____ THE DATA

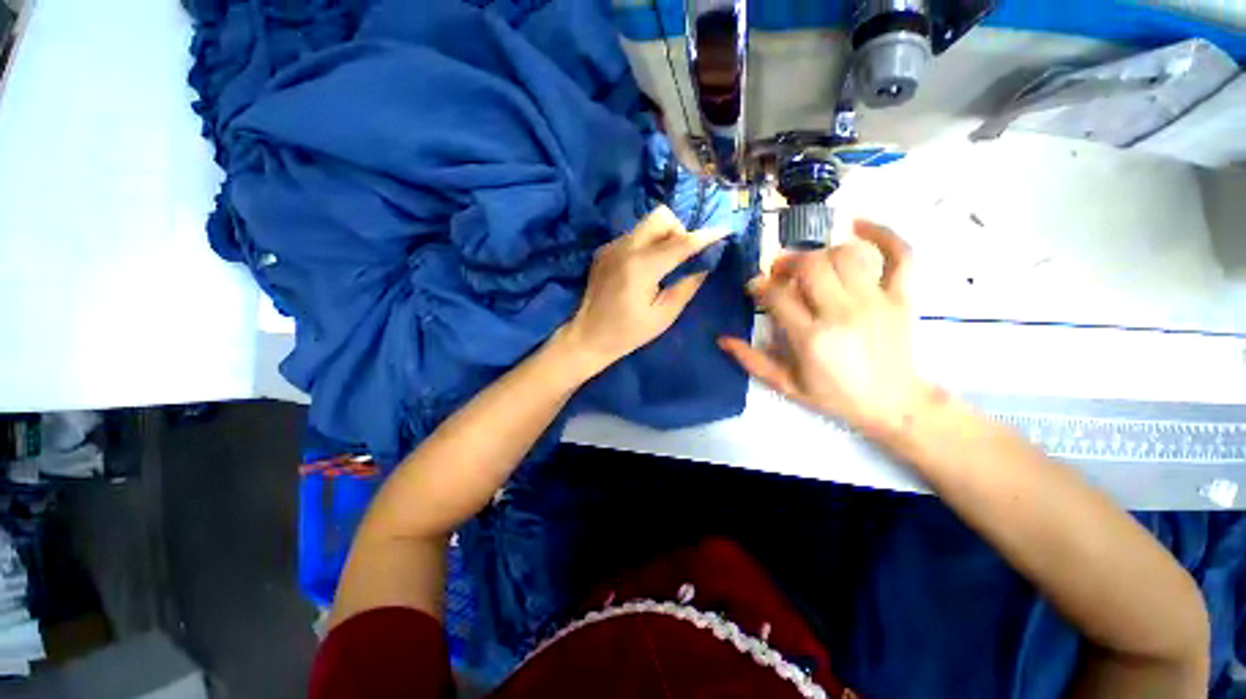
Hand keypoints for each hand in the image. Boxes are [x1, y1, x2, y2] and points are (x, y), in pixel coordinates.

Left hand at [558, 206, 727, 374]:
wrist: (588, 336)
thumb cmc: (628, 333)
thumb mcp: (663, 316)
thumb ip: (686, 286)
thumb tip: (705, 264)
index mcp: (641, 267)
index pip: (680, 243)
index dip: (705, 237)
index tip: (724, 231)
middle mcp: (625, 248)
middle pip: (661, 217)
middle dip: (679, 231)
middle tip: (683, 256)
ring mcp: (611, 246)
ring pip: (647, 225)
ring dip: (663, 237)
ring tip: (664, 265)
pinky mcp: (604, 250)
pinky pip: (634, 236)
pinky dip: (647, 245)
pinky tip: (644, 270)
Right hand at [719, 220, 928, 435]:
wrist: (894, 405)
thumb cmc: (835, 396)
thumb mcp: (787, 385)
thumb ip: (752, 361)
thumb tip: (722, 339)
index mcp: (811, 338)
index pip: (778, 295)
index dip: (759, 285)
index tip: (754, 286)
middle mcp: (842, 313)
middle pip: (811, 265)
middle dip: (788, 261)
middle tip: (780, 271)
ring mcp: (876, 301)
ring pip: (846, 255)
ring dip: (822, 252)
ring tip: (811, 263)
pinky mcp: (902, 297)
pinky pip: (899, 255)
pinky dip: (883, 234)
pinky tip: (859, 226)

________

== ACTIVITY ==
Work out how many lines in the records above contain the word "ring", and reply with that number alone.

== SOLUTION TO THIS TASK ==
8